The academic literature calls this cross-sectional reversal, and it's a well-documented effect at longer horizons. The question was whether it worked at the intraday scale with a small basket of related tickers.

What we found (or thought we found)

The first cut looked wonderful. On a 24-name semiconductor cluster, a signal-weighted, beta-neutral book entered at noon and exited at the close produced a net Sharpe ratio of roughly 1.14 over 518 trading days, after realistic transaction costs measured from actual bid-ask spreads.

For context, most professional quant strategies would kill for a real Sharpe of one. This was the number you want to see. Positive in every year of the sample, market-neutral so it shouldn't blow up when the S&P coughs, thin edge per trade but repeatable. Everything on paper said build it, paper-trade it, ship it.

We didn't ship it. Here's what stopped us.

Trap one: the edge lives in one crazy stock

The first thing to do with any multi-name strategy is ask what happens when you remove a single name. If the whole thing collapses without that one ticker, you don't have a diversified strategy. You have a bet on that ticker in a 24-name costume.

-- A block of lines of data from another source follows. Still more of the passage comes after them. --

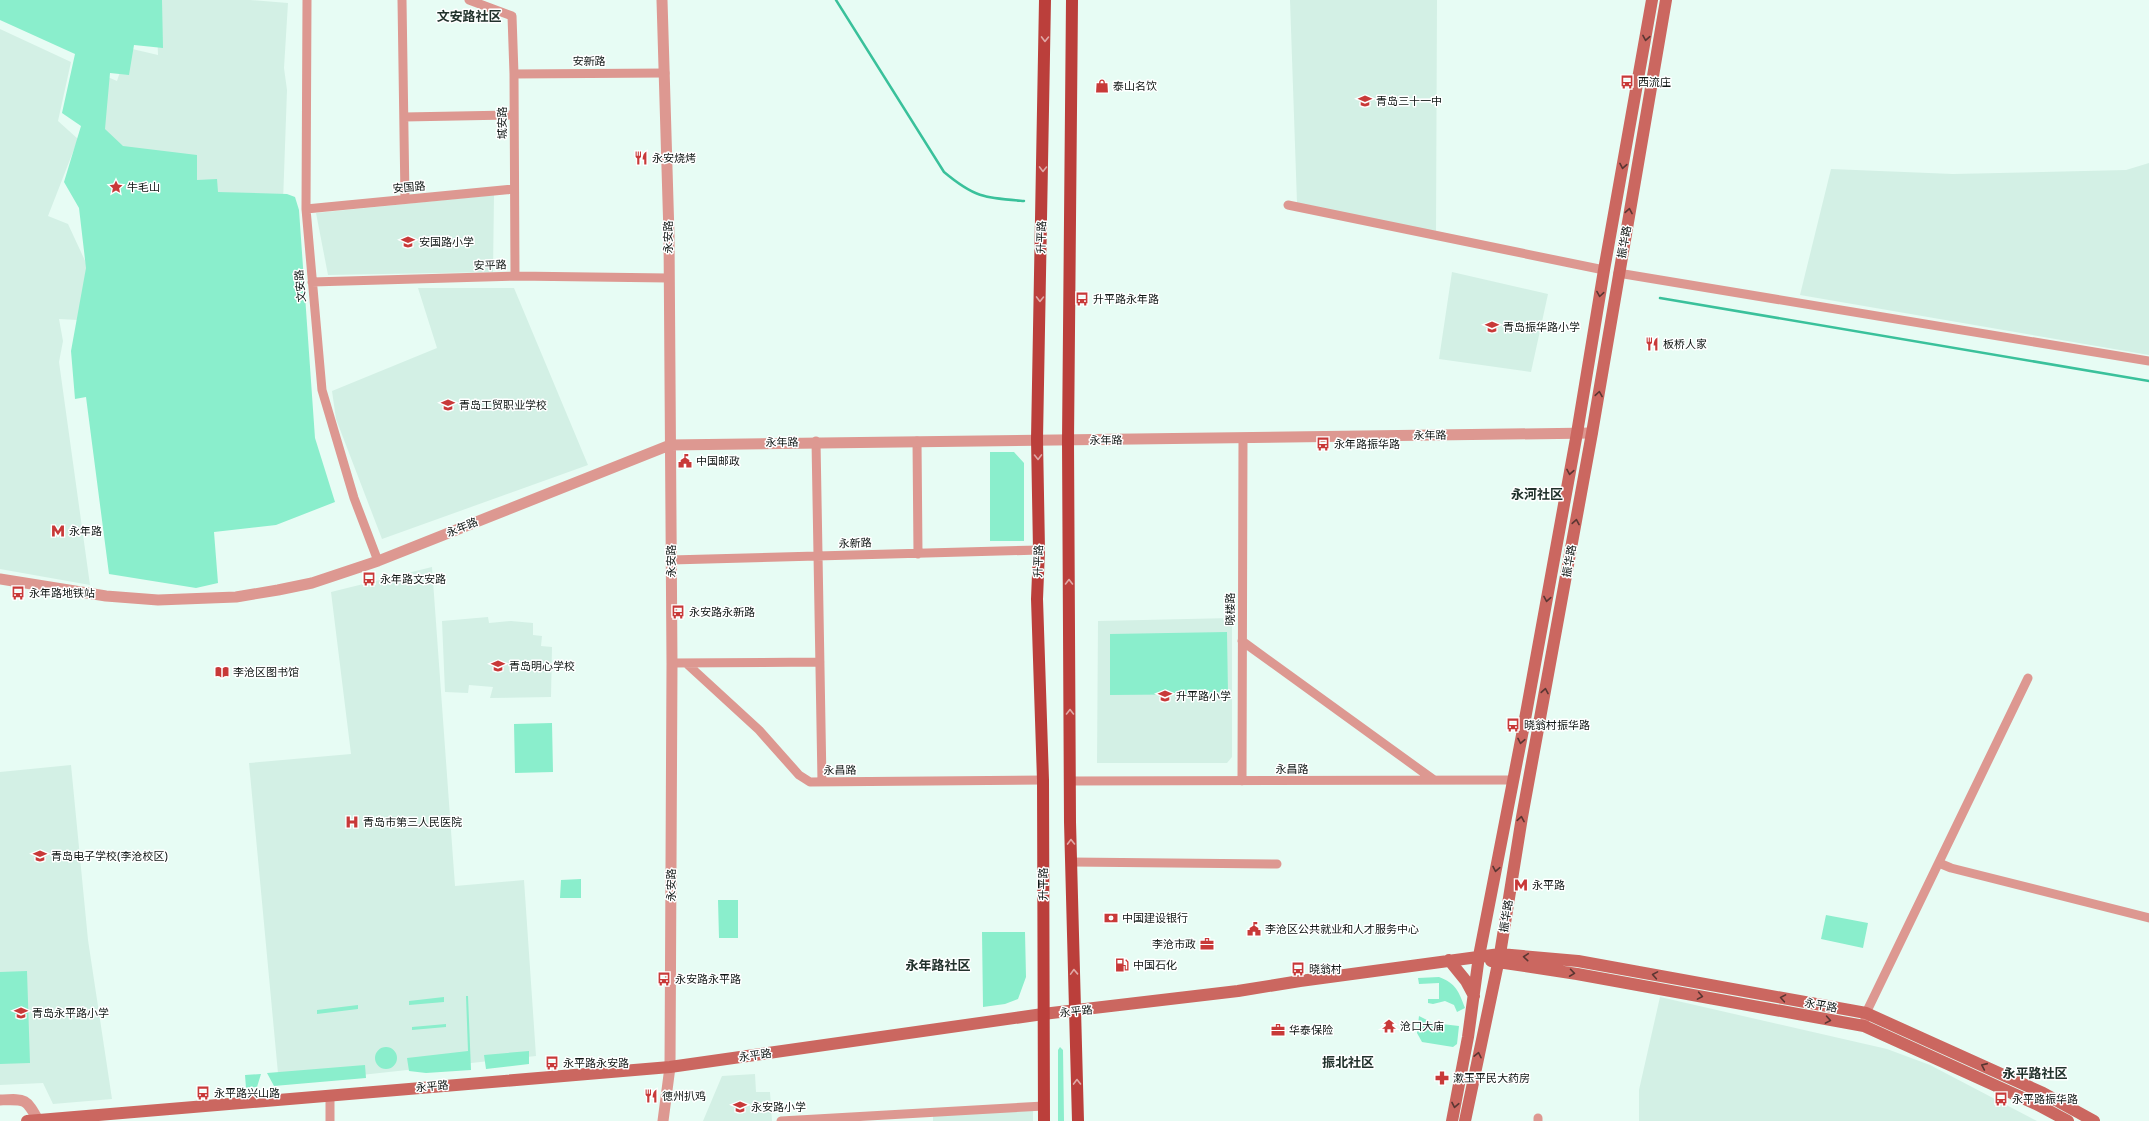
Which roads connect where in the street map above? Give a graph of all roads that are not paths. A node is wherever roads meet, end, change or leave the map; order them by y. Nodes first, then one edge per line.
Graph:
1 (307, 0) edge
2 (402, 0) edge
3 (469, 0) edge
4 (662, 0) edge
5 (1045, 0) edge
6 (1072, 0) edge
7 (1652, 0) edge
8 (1666, 0) edge
9 (665, 73) junction
10 (514, 74) junction
11 (514, 115) junction
12 (404, 117) junction
13 (514, 189) junction
14 (405, 199) junction
15 (1288, 205) dead end
16 (306, 209) junction
17 (1604, 270) junction
18 (1618, 273) junction
19 (515, 276) junction
20 (668, 278) junction
21 (312, 282) junction
22 (2149, 361) edge
23 (1577, 433) junction
24 (1592, 433) junction
25 (1243, 438) junction
26 (1037, 439) junction
27 (816, 441) junction
28 (917, 441) junction
29 (1068, 441) junction
30 (670, 445) junction
31 (1039, 550) junction
32 (918, 554) junction
33 (818, 556) junction
34 (671, 560) junction
35 (378, 561) junction
36 (0, 578) edge
37 (1242, 640) junction
38 (820, 662) junction
39 (672, 663) junction
40 (686, 663) junction
41 (2028, 678) dead end
42 (1043, 780) junction
43 (1434, 780) junction
44 (1513, 780) junction
45 (1071, 781) junction
46 (1242, 781) junction
47 (822, 782) junction
48 (1071, 862) junction
49 (1938, 863) junction
50 (1277, 864) dead end
51 (2149, 918) edge
52 (1479, 956) junction
53 (1499, 959) junction
54 (1449, 960) junction
55 (1474, 996) junction
56 (1075, 1011) junction
57 (1866, 1013) junction
58 (1043, 1014) junction
59 (1864, 1026) junction
60 (670, 1067) junction
61 (330, 1095) junction
62 (0, 1100) edge
63 (1044, 1106) junction
64 (34, 1121) edge
65 (330, 1121) edge
66 (664, 1121) edge
67 (781, 1121) edge
68 (1044, 1121) edge
69 (1078, 1121) edge
70 (1452, 1121) edge
71 (1465, 1121) edge
72 (2068, 1121) edge
73 (2094, 1121) edge

1 - 16 street, 文安路
2 - 12 street
3 - 10 street, 城安路
4 - 9 street, 永安路
5 -> 26 main road, 升平路
6 - 29 main road
7 -> 17 main road, 振华路
18 -> 8 main road, 振华路
9 - 10 street, 安新路
9 - 20 street, 永安路
10 - 11 street, 城安路
11 - 12 street
11 - 13 street, 城安路
12 - 14 street
13 - 14 street, 安国路
13 - 19 street, 城安路
14 - 16 street, 安国路
15 - 17 street
16 - 21 street, 文安路
17 -> 23 main road, 振华路
18 - 22 street
24 -> 18 main road, 振华路
19 - 20 street, 安平路
19 - 21 street, 安平路
20 - 30 street, 永安路
21 - 35 street, 文安路
23 - 24 street, 永年路
23 - 25 street, 永年路
23 -> 44 main road, 振华路
53 -> 24 main road, 振华路
25 - 29 street, 永年路
25 - 37 street, 晓楼路
26 - 28 street, 永年路
26 - 29 street, 永年路
26 -> 31 main road, 升平路
27 - 28 street, 永年路
27 - 30 street, 永年路
27 - 33 street
28 - 32 street
45 -> 29 main road
30 - 34 street, 永安路
30 - 35 street, 永年路
31 - 32 street, 永新路
31 - 42 main road, 升平路
32 - 33 street, 永新路
33 - 34 street, 永新路
33 - 38 street
34 - 39 street, 永安路
35 - 36 street, 永年路
37 - 43 street
37 - 46 street, 晓楼路
38 - 40 street
38 - 47 street
39 - 40 street
39 - 60 street, 永安路
40 - 47 street, 永昌路
41 - 49 street
42 - 47 street, 永昌路
42 - 58 main road, 升平路
43 - 44 street, 永昌路
43 - 46 street, 永昌路
44 -> 52 main road, 振华路
45 - 46 street, 永昌路
48 -> 45 main road
48 - 50 street
56 -> 48 main road
49 - 51 street
49 - 57 street
52 - 53 main road, 永平路
52 - 54 main road, 永平路
52 - 55 main road, 振华路
57 -> 53 main road, 永平路
53 -> 59 main road, 永平路
71 -> 53 main road, 振华路
54 - 55 main road
54 - 56 main road, 永平路
55 -> 70 main road, 振华路
56 - 58 main road, 永平路
69 -> 56 main road
57 - 59 street
73 -> 57 main road, 永平路
58 - 60 main road, 永平路
58 - 63 main road, 升平路
59 - 72 main road, 永平路
60 - 61 main road, 永平路
60 - 66 street, 永安路
61 - 64 main road, 永平路
61 - 65 street
62 - 64 street
63 - 67 street
63 - 68 main road, 升平路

We did the leave-one-out test. Remove any given semiconductor name and the Sharpe barely wobbled. Except for one. Remove SMCI and the Sharpe fell from 1.14 to 0.59. Remove three of the most volatile names in the basket and it fell to 0.24. Restrict the universe to only the constituents of SMH, the mainstream semiconductor ETF, dropping the wildest AI-hardware names, and the Sharpe went to negative 0.14. The "diversified 24-name market-neutral strategy" was, to first approximation, a bet on SMCI reverting, in a 24-name costume.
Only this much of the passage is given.